• [Work order]:
Determine the count of lines in the following entries that contain the string "قبادپور". Write only the number.

Supplied data Block Start

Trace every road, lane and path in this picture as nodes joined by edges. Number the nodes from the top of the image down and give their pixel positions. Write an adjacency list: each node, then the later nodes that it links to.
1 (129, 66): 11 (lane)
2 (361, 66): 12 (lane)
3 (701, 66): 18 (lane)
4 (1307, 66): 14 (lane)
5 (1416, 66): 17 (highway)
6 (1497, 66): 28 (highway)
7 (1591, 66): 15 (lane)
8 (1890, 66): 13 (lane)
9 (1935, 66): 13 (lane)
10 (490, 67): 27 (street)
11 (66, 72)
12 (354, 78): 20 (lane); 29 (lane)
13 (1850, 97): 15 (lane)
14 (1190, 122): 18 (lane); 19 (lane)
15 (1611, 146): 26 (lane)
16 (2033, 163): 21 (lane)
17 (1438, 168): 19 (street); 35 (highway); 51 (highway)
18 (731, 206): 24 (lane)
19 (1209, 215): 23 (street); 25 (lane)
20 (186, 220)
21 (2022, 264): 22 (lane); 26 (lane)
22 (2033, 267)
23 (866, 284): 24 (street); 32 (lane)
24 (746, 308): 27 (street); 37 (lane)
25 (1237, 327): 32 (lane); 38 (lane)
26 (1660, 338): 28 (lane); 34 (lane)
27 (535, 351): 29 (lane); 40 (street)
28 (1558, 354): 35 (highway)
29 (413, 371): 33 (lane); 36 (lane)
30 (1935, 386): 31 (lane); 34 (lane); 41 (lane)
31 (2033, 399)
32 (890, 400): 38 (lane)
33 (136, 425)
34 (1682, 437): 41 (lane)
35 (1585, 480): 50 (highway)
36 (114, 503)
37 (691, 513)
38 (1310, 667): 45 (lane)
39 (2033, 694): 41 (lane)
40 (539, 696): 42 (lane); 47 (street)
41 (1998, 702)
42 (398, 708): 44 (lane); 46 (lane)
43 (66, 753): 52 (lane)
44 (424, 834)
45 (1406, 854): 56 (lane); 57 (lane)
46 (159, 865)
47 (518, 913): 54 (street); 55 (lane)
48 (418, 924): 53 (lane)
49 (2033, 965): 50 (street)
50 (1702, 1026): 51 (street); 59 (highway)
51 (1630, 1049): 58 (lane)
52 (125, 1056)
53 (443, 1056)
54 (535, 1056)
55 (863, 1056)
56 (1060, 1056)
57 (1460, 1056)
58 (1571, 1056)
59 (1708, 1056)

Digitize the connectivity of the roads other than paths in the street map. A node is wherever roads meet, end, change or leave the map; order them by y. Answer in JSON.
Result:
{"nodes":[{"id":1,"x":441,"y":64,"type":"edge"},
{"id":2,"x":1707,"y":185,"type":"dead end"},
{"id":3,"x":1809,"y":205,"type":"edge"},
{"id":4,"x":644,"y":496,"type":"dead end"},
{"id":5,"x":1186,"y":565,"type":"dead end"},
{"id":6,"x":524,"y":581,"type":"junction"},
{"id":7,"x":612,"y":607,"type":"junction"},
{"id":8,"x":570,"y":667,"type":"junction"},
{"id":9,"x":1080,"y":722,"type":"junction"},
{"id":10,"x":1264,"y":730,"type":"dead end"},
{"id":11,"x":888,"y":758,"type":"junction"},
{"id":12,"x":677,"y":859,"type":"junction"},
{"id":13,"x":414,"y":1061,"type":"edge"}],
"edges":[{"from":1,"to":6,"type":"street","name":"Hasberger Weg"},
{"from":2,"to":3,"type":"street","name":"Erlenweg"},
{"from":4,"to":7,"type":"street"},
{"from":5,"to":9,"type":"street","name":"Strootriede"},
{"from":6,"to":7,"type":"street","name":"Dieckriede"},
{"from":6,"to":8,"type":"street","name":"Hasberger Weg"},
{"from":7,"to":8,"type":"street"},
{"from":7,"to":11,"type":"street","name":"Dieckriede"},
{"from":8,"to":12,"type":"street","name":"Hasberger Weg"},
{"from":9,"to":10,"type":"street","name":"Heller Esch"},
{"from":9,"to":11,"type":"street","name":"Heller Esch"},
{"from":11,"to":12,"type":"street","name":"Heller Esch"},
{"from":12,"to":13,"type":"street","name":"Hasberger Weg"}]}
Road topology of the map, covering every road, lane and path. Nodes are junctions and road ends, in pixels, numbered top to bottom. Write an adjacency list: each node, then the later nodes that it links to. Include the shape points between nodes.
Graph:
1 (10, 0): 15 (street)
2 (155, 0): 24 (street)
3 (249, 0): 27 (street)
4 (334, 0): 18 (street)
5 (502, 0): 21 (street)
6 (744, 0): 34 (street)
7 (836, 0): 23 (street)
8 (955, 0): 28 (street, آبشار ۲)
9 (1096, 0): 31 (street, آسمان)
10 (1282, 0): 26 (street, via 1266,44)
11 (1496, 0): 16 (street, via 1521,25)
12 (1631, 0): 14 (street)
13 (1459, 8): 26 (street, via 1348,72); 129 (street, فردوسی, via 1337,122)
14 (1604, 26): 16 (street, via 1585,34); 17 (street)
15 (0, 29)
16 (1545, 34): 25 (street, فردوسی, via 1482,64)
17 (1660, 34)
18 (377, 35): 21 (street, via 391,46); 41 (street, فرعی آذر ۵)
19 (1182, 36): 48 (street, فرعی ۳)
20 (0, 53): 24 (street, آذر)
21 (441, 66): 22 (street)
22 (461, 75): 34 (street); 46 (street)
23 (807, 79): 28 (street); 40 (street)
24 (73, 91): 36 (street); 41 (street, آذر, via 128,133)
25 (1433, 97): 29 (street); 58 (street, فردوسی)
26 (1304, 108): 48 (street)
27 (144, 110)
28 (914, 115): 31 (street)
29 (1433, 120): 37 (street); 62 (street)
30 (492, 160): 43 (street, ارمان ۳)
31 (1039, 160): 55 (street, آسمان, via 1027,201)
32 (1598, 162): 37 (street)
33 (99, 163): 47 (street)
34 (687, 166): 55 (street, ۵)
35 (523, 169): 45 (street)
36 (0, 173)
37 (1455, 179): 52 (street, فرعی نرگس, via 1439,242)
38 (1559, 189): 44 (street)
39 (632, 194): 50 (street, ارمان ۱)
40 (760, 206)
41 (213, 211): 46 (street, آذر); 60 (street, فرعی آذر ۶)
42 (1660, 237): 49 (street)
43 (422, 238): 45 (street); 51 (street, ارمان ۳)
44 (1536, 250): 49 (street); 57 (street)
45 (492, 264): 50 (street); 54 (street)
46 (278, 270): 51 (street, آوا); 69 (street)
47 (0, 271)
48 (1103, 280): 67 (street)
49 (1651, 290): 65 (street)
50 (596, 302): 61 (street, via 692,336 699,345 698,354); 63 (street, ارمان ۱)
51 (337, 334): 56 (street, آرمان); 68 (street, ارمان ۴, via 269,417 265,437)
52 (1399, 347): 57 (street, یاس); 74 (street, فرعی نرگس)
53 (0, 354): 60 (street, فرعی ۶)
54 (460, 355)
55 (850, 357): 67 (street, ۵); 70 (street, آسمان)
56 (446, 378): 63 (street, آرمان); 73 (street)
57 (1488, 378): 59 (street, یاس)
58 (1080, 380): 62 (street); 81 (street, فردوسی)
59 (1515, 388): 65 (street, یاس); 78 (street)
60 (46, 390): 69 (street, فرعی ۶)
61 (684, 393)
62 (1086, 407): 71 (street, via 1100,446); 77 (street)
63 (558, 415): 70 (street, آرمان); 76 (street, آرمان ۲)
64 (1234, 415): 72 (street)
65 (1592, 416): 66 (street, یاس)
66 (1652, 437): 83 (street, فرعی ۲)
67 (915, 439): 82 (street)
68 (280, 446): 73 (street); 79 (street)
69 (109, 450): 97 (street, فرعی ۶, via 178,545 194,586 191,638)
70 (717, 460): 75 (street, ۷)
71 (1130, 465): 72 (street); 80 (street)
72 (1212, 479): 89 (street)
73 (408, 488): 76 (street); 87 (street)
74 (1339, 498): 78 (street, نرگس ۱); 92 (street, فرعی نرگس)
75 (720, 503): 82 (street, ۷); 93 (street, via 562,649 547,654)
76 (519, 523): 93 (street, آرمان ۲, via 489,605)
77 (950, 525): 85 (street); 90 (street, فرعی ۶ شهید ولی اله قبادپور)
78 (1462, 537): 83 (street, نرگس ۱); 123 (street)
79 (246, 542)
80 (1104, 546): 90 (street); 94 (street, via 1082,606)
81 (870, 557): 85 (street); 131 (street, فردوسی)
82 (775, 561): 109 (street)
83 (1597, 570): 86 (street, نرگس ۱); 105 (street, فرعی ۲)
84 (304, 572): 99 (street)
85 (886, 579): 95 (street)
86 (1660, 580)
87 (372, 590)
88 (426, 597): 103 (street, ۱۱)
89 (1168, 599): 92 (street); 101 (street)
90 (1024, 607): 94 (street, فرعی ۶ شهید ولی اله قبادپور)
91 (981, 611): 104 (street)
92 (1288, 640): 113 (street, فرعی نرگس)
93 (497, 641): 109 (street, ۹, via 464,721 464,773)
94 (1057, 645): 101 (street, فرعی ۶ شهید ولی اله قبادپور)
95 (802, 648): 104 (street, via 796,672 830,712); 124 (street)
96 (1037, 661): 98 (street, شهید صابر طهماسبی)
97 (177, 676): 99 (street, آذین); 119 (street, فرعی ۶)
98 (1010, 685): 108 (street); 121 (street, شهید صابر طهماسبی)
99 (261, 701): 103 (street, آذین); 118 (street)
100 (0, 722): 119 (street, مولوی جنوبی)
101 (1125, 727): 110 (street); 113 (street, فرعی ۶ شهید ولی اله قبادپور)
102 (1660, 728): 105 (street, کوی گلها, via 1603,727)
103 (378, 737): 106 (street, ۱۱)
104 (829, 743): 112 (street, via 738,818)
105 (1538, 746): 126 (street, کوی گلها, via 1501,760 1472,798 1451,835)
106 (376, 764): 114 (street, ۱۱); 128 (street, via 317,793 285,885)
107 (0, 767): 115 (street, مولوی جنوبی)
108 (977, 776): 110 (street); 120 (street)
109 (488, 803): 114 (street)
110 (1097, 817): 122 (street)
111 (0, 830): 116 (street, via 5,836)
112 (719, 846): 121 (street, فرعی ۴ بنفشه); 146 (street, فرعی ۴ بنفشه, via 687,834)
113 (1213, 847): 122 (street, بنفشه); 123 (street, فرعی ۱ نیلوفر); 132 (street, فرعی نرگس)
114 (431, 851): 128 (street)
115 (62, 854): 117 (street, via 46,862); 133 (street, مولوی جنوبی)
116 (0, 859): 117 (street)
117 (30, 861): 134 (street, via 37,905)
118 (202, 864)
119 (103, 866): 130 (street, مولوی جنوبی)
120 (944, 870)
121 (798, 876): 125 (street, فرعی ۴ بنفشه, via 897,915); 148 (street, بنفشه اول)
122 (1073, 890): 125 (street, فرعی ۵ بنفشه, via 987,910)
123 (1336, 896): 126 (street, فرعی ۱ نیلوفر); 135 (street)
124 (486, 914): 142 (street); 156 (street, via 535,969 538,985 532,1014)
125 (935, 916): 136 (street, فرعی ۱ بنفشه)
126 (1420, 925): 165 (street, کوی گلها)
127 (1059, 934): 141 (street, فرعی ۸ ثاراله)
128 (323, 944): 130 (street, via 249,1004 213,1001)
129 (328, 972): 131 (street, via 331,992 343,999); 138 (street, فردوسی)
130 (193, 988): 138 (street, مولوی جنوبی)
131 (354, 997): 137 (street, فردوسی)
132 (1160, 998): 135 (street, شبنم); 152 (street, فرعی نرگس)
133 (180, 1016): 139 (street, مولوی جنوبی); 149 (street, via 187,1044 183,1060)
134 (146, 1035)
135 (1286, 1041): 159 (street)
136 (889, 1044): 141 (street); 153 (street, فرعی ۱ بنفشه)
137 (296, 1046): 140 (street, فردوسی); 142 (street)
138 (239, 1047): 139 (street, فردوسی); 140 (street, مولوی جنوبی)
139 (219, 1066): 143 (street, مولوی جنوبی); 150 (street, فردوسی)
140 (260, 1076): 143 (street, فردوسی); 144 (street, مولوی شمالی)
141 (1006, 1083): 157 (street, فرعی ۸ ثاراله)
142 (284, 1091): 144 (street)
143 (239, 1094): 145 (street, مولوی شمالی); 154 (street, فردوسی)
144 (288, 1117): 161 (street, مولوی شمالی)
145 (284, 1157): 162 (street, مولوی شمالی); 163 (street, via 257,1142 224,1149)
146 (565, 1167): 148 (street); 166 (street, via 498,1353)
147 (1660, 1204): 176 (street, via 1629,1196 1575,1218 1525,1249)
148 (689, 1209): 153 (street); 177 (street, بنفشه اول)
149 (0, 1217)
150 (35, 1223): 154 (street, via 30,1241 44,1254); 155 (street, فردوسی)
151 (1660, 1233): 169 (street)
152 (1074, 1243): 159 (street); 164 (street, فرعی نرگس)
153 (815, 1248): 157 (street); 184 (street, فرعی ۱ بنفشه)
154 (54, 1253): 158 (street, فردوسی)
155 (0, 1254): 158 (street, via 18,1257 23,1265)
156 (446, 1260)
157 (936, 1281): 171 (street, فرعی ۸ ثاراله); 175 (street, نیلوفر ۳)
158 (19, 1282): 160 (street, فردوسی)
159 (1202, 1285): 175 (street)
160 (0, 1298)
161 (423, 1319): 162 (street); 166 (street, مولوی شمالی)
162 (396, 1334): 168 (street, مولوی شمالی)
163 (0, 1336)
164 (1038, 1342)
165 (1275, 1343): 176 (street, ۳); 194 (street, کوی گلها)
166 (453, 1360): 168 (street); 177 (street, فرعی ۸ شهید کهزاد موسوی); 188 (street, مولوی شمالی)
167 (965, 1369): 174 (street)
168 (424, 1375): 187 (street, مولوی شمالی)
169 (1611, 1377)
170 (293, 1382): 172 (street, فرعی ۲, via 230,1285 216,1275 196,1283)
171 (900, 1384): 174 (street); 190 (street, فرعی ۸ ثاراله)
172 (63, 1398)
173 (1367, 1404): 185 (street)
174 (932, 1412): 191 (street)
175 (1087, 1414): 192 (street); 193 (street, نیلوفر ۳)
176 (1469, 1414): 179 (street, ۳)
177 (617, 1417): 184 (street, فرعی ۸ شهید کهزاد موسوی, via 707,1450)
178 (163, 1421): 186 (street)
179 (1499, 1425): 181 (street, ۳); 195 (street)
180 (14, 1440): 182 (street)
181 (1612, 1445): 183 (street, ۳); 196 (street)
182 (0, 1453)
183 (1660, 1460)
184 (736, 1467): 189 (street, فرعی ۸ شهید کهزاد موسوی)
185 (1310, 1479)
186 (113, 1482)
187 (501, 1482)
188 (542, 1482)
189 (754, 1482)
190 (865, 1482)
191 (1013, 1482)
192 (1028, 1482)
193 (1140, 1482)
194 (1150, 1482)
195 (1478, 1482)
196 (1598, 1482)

Supplied data Block End

• [Response area]:
4